Extravagant oder gar revolutionär wollte und durfte das C 123-Coupé von Mercedes nicht sein. Dafür aber gediegen und von dezenter Eleganz. So gefiel es einst der arrivierten Kundschaft. 35 Jahre später geht der 230 CE nochmal auf die Teststrecke.
Nein, ein Knaller war er nicht, der kurzgeschnittene 123er Mercedes. Von weitem sieht er aus wie die Limousine, damals eine Massenerscheinung auf unseren Straßen. Aus der Nähe auch. Beide sind optisch durchaus geglückt, aber auch sehr unaufgeregt. Zu deutsch: etwas langweilig. Dass die Zahl der bei Limousine und Coupé identischen Blechteile groß ist, macht's nicht besser, entzückte aber damals die hauseigenen Betriebswirte. Gespart ist schließlich verdient. A propos gespart: Obwohl der 230 CE mit 33.335 Mark (Neupreis 1980) gewiss kein Schnäppchen war, entpuppt er sich im heutigen Klassik-Vergleichstest als billigster Kandidat: Der als Konkurrent antretende Lancia Gamma 2500 kostete einst 34.304 Mark, der ebenfalls getestete Volvo 262 C sogar 38.200 Mark. Kein Wunder, dass beide seltene Exoten blieben. Dagegen war das Mercedes-Coupé vom Start weg für zwei Jahre ausgebucht. Fast 50.000 Vierzylinder wurden verkauft, insgesamt 100.000 Coupés. Die gesamte 262 C- und Gamma-Coupé-Produktion zusammen erreichte der Benz in einem seiner acht Jahre Bauzeit.
Tadellose Bremsen, einwandfreies Kurventalent, gute Federung: Der 230 CE ist fast langweilig in seiner Perfektion.
Mercedes thronte damals auf dem Olymp. Da mussten die Stuttgarter keine Risiken eingehen. Das macht sich bis heute bezahlt: Die braven Vierzylinder halten ewig, selbst Rost ist kein großes Thema. Und der Glamoureffekt? Nun ja. Er wirkt gegen die Konkurrenten ein bisschen gewöhnlich, obwohl er alle Coupé-Tugenden mitbringt: fehlende B-Säule, verkürzter Radstand, schneidige Rechteckscheinwerfer – eigentlich alles wie aus dem Bilderbuch. Im gemütlichen, mit Echtholz-Applikationen geschmückten Innenraum saßen daher auch nie die großen Trendsetter und sonstigen coolen Hunde, sondern eher Leute mit Festgeldkonto seit 50 Jahren. Die Coupés der 123er-Reihe boten ihnen ein bisschen provinzielle Mondänität. Cool wurde das 123er Coupé erst im höheren Alter, als seine Besitzer jünger wurden!

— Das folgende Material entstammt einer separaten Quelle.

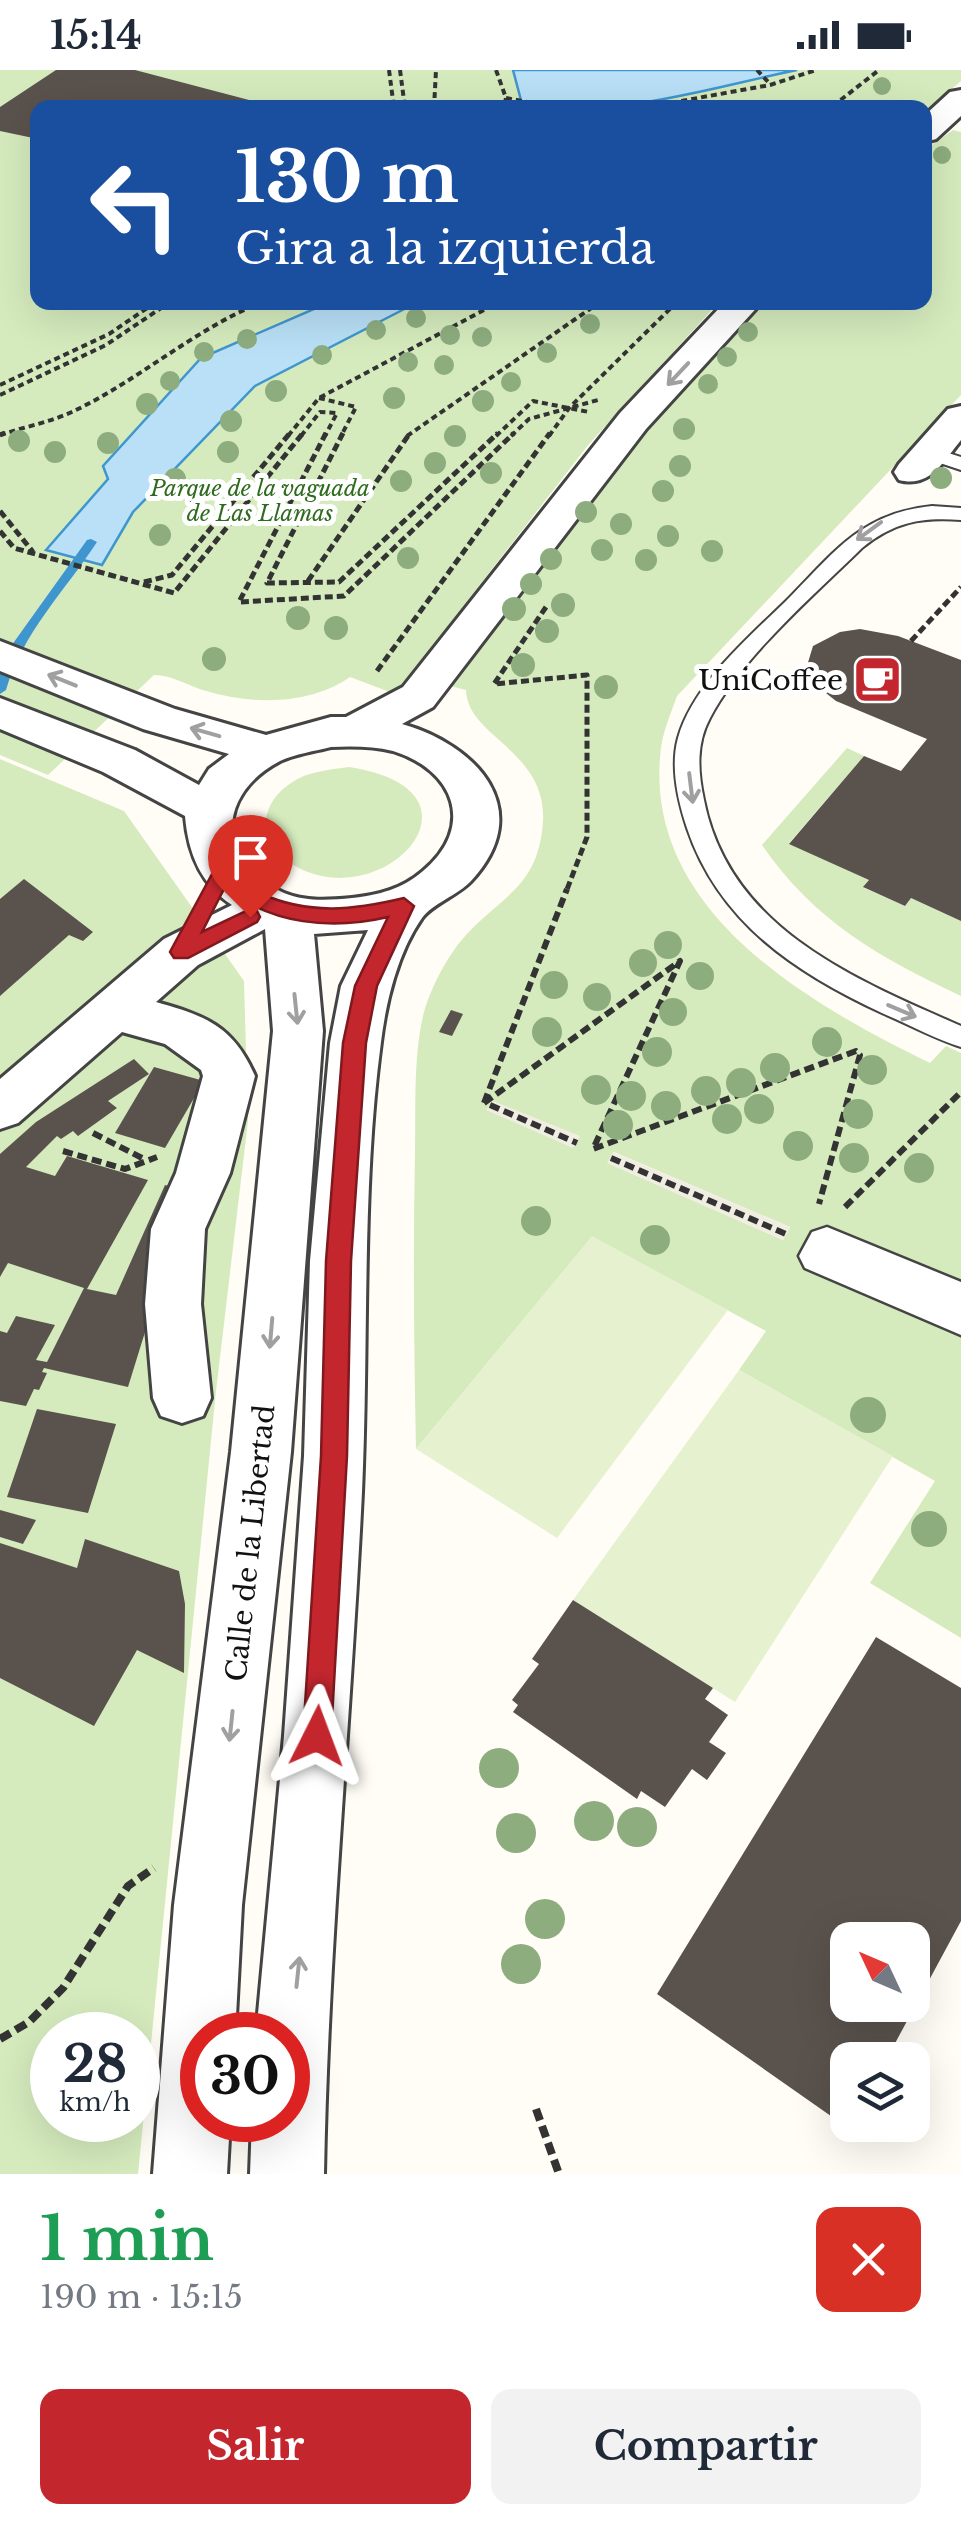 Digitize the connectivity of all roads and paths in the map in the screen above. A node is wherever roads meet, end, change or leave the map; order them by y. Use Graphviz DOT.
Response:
graph roads {
  1 [pos="390,70"];
  2 [pos="400,70"];
  3 [pos="436,70"];
  4 [pos="496,70"];
  5 [pos="757,70"];
  6 [pos="816,70"];
  7 [pos="879,70"];
  8 [pos="770,84"];
  9 [pos="506,98"];
  10 [pos="961,99"];
  11 [pos="393,100"];
  12 [pos="404,100"];
  13 [pos="434,100"];
  14 [pos="522,100"];
  15 [pos="685,100"];
  16 [pos="841,100"];
  17 [pos="932,126"];
  18 [pos="144,310"];
  19 [pos="158,310"];
  20 [pos="242,310"];
  21 [pos="485,310"];
  22 [pos="588,310"];
  23 [pos="669,310"];
  24 [pos="736,310"];
  25 [pos="0,386"];
  26 [pos="0,395"];
  27 [pos="319,398"];
  28 [pos="569,408"];
  29 [pos="616,411"];
  30 [pos="961,417"];
  31 [pos="0,435"];
  32 [pos="934,463"];
  33 [pos="0,511"];
  34 [pos="961,514"];
  35 [pos="0,531"];
  36 [pos="38,556"];
  37 [pos="144,582"];
  38 [pos="308,582"];
  39 [pos="961,587"];
  40 [pos="548,604"];
  41 [pos="912,641"];
  42 [pos="0,656"];
  43 [pos="376,672"];
  44 [pos="418,697"];
  45 [pos="0,712"];
  46 [pos="356,732"];
  47 [pos="414,744"];
  48 [pos="264,750"];
  49 [pos="208,808"];
  50 [pos="222,874"];
  51 [pos="404,906"];
  52 [pos="279,909"];
  53 [pos="181,952"];
  54 [pos="116,1012"];
  55 [pos="961,1037"];
  56 [pos="961,1092"];
  57 [pos="490,1106"];
  58 [pos="0,1110"];
  59 [pos="93,1132"];
  60 [pos="577,1143"];
  61 [pos="63,1151"];
  62 [pos="611,1158"];
  63 [pos="144,1159"];
  64 [pos="202,1172"];
  65 [pos="818,1206"];
  66 [pos="836,1216"];
  67 [pos="787,1234"];
  68 [pos="961,1300"];
  69 [pos="961,1318"];
  70 [pos="182,1398"];
  71 [pos="156,1867"];
  72 [pos="0,2039"];
  73 [pos="536,2108"];
  74 [pos="190,2174"];
  75 [pos="287,2174"];
  76 [pos="558,2174"];
  1 -- 11 [label="path"];
  2 -- 12 [label="path"];
  3 -- 13 [label="path"];
  4 -- 9 [label="path"];
  5 -- 8 [label="path"];
  6 -- 8 [label="path"];
  7 -- 16 [label="path"];
  8 -- 15 [label="path"];
  9 -- 14 [label="path"];
  10 -- 17 [label="street"];
  18 -- 25 [label="path"];
  19 -- 26 [label="path"];
  20 -- 31 [label="path"];
  21 -- 27 [label="path"];
  22 -- 38 [label="path"];
  23 -- 28 [label="path"];
  24 -- 29 [label="street, one-way"];
  27 -- 37 [label="path"];
  27 -- 38 [label="path"];
  28 -- 29 [label="path"];
  28 -- 29 [label="path"];
  28 -- 37 [label="path"];
  28 -- 38 [label="path"];
  28 -- 43 [label="path"];
  29 -- 44 [label="street"];
  30 -- 32 [label="street"];
  33 -- 36 [label="path"];
  34 -- 55 [label="lane, one-way"];
  35 -- 36 [label="path"];
  36 -- 37 [label="path"];
  39 -- 41 [label="path"];
  40 -- 65 [label="path"];
  48 -- 42 [label="street, one-way"];
  44 -- 46 [label="street"];
  44 -- 47 [label="street"];
  45 -- 49 [label="street"];
  46 -- 47 [label="street"];
  46 -- 48 [label="street"];
  47 -- 51 [label="street"];
  48 -- 49 [label="street"];
  49 -- 50 [label="street"];
  50 -- 52 [label="street"];
  50 -- 53 [label="street"];
  51 -- 52 [label="street"];
  75 -- 51 [label="street, one-way"];
  52 -- 53 [label="street"];
  52 -- 74 [label="street, Calle de la Libertad, one-way"];
  53 -- 54 [label="street"];
  54 -- 58 [label="street"];
  54 -- 64 [label="street"];
  56 -- 66 [label="path"];
  57 -- 60 [label="path"];
  59 -- 63 [label="path"];
  61 -- 63 [label="path"];
  62 -- 67 [label="path"];
  63 -- 64 [label="path"];
  64 -- 70 [label="street"];
  68 -- 69 [label="street"];
  71 -- 72 [label="path"];
  73 -- 76 [label="path"];
} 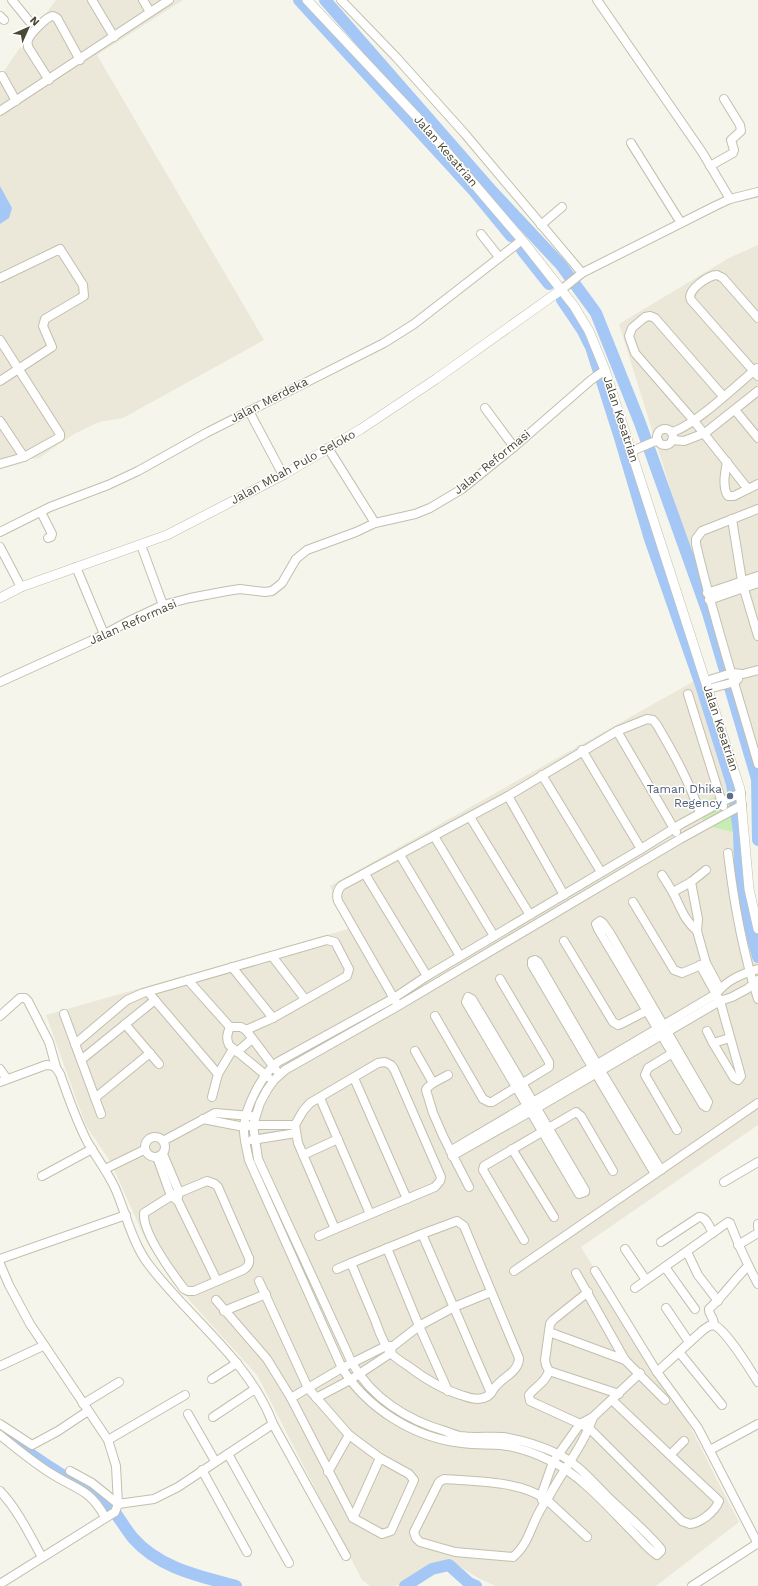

Der Mercedes ist zwar der Schwächste des Trios, der 230er passt dennoch besser in unseren Klub als der feine 2,8-Liter Sechszylinder mit 177, später gar 185 PS oder der US-Diesel. Denn der großvolumige Vierzylinder läuft noch immer stramme 180, 6 km/h mehr als der Volvo mit seiner Möbelhaus-Architektur. Und er verhält sich sauber im Kurvigen. Mit nur leichter Seitenneigung sind hohe Geschwindigkeiten möglich, im Grenzbereich untersteuert er lammfromm, dabei federt er ehrlich und freundlich. Auf der Geraden bleibt er unbeirrt, obwohl seine Lenkung ein bisschen indirekter ausgelegt wurde als bei der Limousine. Trotzdem gibt sie am besten Rückmeldung, die Bremsen sind am besten dosierbar, die Armaturen in ihrer technoiden Nüchternheit am besten ablesbar, die Sitze bieten den besten Halt, und überhaupt gilt für die Bedienung: am besten. Die Verarbeitung ist mercedig, die Materialien reiner Daimler. Es ist die Ausgewogenheit, Balance und Stimmigkeit, die diesen Mercedes zum Sieger im Vergleichstest machen. Er schafft auf den Wegen zwischen Stuttgart, Göteborg und Turin Vertrauen, und das ist vermutlich das wichtigste Kriterium in jeder Beziehung – der zum Arzt, zum Bankberater und auch zum Automobil.